The state of Colorado can hang its hat on being purveyors of “the Denver Sound.” An indie-rock subgenre that flies below the radar, it’s a scene obscure enough to remain overlooked and even ignored by most casual music fans while being known internationally to those with an ear tilted toward the left-side of the radio dial.

It’s a haunting and howling sound with hints of old-school country without the twang, and punk without the speed, gritty and lo-fi roots and folk music with a dash of the goth and a handful of rough-around-the-edges psychedelia. Its key players have all called Denver home – bands like The Denver Gentlemen and Sixteen Horsepower, Wovenhand, Slim Cessna’s Auto Club and DeVotchKa.

A bit of the Denver Sound will come to Durango on Tuesday, when DeVotchKa performs at the Community Concert Hall at Fort Lewis College.

Rural areas outside Denver may have lived on a soundtrack of old-country, while the city had a small punk scene. Members of the aforementioned bands were digging on the best of both of those worlds when coming of age, and the Mile High City was the perfect breeding ground for the development of their sounds and the creation of their art.

“We certainly got together in Denver, and we slummed around the same clubs as all those bands,” said Nick Urata, DeVotchKa vocalist and multi-instrumentalist. “So I think it was maybe something in the atmosphere, in the water, definitely in the zeitgeist of young musicians looking for something, something new to try, and a new way of expressing themselves. We kind of came out of that group, and Denver was an exciting, very strange, old city that I think had a lot to do with a lot of the formation.”

If you go

WHAT: A Winter’s Night with DeVotchKa.

WHEN: 7:30 p.m. Tuesday.

WHERE: Community Concert Hall at Fort Lewis College, 1000 Rim Drive.

TICKETS: $27-$40. Available online at https://bit.ly/3dTXvvq.

MORE INFORMATION: Call 247-7657 or visit www.durangoconcerts.com.

DeVotchKa has grown out of being a club band.

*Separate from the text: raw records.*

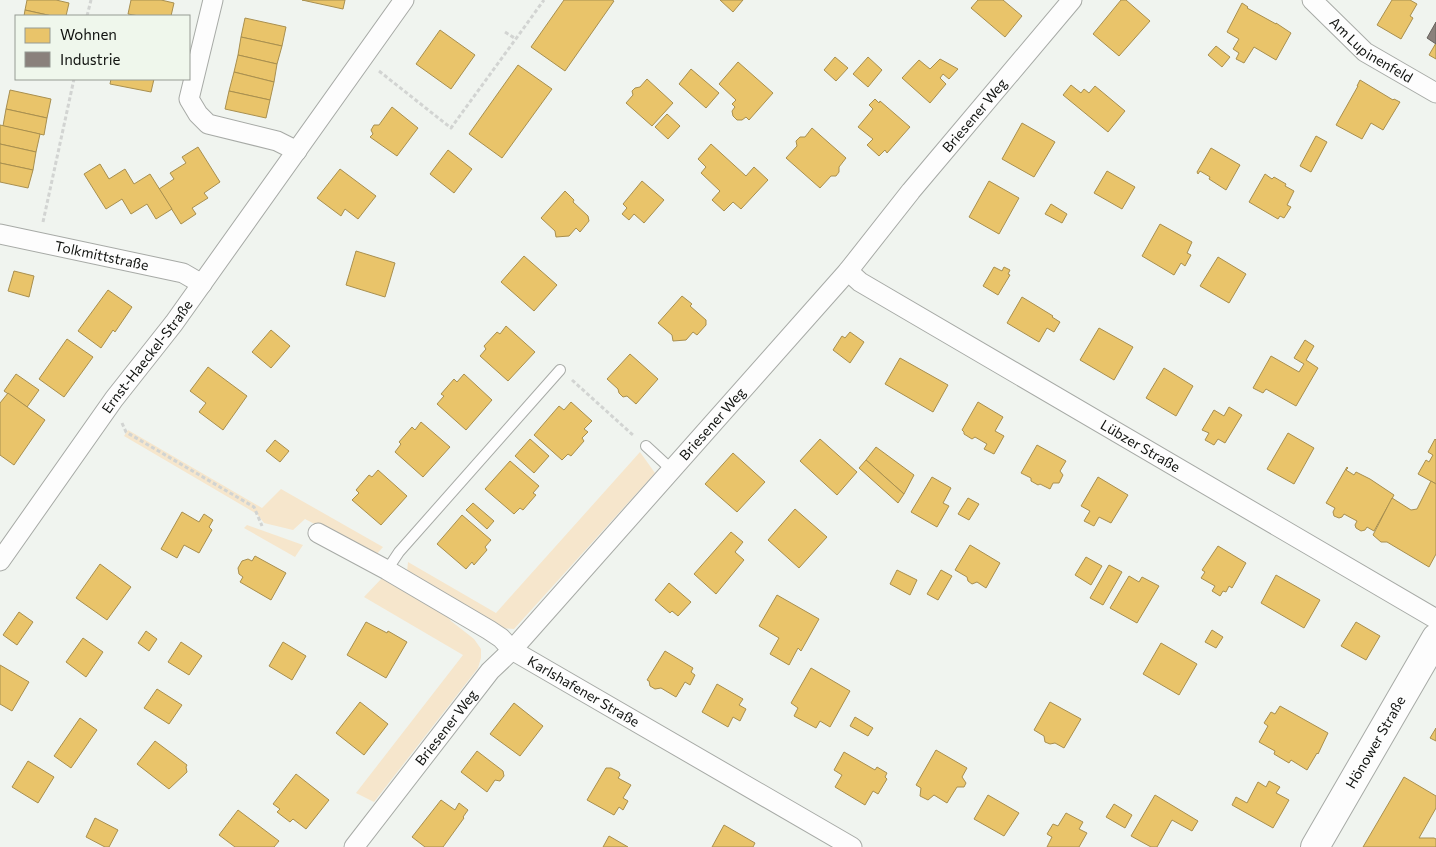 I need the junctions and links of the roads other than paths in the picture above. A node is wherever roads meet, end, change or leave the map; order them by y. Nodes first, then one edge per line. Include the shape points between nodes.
1 (213, 0) edge
2 (404, 0) edge
3 (1072, 0) edge
4 (1312, 0) edge
5 (1436, 93) edge
6 (297, 151) junction
7 (0, 234) edge
8 (848, 271) junction
9 (202, 284) junction
10 (560, 370) road end
11 (646, 446) road end
12 (672, 470) junction
13 (318, 533) dead end
14 (0, 562) edge
15 (387, 570) junction
16 (1436, 619) edge
17 (1436, 638) edge
18 (512, 650) junction
19 (354, 847) edge
20 (852, 847) edge
21 (1315, 847) edge

1 - 6 street via 189,99 208,124 277,140
2 - 6 street, Ernst-Haeckel-Straße
3 - 8 street, Briesener Weg
4 - 5 street, Am Lupinenfeld via 1365,52
6 - 9 street, Ernst-Haeckel-Straße
7 - 9 street, Tolkmittstraße via 183,273
8 - 12 street, Briesener Weg
8 - 16 street, Lübzer Straße via 860,282
9 - 14 street, Ernst-Haeckel-Straße via 114,399
10 - 15 lane via 399,552
11 - 12 lane
12 - 18 street, Briesener Weg
13 - 15 street, Karlshafener Straße
15 - 18 street, Karlshafener Straße via 501,638
17 - 21 main road, Hönower Straße
18 - 19 street, Briesener Weg via 490,671
18 - 20 street, Karlshafener Straße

They gained some large-scale recognition after providing the majority of tunes for the Oscar Award winning film “Little Miss Sunshine,” while attracting larger audiences for performances at Red Rocks where they’ve been backed by The Colorado Symphony. They dig on themed shows, this year, however, will be the first time they’ve played a Christmas performance.

“We play a lot of holidays, its kind of part of our yearly thing,” Urata said. “We do a Halloween show every year that’s pretty expansive, we usually play New Years, but we’ve never gotten to do a Christmas-themed show, so that’s why we’re doing this one.”

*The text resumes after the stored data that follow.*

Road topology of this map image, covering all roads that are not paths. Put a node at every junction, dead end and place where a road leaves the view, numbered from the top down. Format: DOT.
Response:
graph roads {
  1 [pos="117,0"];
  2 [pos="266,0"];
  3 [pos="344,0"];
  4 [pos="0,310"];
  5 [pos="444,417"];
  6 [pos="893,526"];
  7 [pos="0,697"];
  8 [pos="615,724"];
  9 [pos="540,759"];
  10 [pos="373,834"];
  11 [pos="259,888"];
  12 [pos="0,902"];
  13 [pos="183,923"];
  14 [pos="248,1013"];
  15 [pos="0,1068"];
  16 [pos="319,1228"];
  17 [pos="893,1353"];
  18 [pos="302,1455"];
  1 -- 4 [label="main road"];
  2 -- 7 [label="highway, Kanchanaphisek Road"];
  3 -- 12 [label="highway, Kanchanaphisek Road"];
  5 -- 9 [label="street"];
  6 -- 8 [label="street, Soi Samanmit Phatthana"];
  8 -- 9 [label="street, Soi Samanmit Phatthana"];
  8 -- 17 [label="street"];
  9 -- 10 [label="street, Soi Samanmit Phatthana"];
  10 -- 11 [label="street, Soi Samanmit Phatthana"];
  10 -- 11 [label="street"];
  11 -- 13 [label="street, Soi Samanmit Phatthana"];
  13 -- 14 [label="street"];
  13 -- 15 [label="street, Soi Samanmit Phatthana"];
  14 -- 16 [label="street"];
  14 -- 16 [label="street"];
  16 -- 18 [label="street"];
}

Most of us are now more than familiar with the canon of holiday tunes, and most artists have dropped a holiday tune or two throughout their career. While Bing Crosby’s “White Christmas” remains the most familiar and Vince Guaraldi’s soundtrack to A Charlie Brown Christmas remains the hippiest, rock fans may favor some of the holiday tunes that dropped in the last 40 years over the ones written before World War II. The Pogues’ “Fairytale of New York” is now a forever, tear-jerking classic, The Kinks’ “Father Christmas” will always be a ripper, and Run DMC’s “Christmas in Hollis” is just flat out wonderful. There are so many more you likely haven’t heard.

A Winters Night with DeVotchKa will likely dip into some of the familiar classics while also pulling a bit of the obscure out of their back pockets, while also digging into their regular, non-holiday-themed catalog.

“It’s theme with quotation marks. We just wanted to learn and perform some Christmas songs that we like. We won’t have the symphony orchestra with us in Durango, but we are bringing some of the songs that we’ve been working on, and its Christmas,” Urata said. “It’s a little more obscure, there’s a couple that are right on the nose, and a couple that hopefully people haven’t heard in a while.”

Yes, Virginia, good concerts do come to Durango.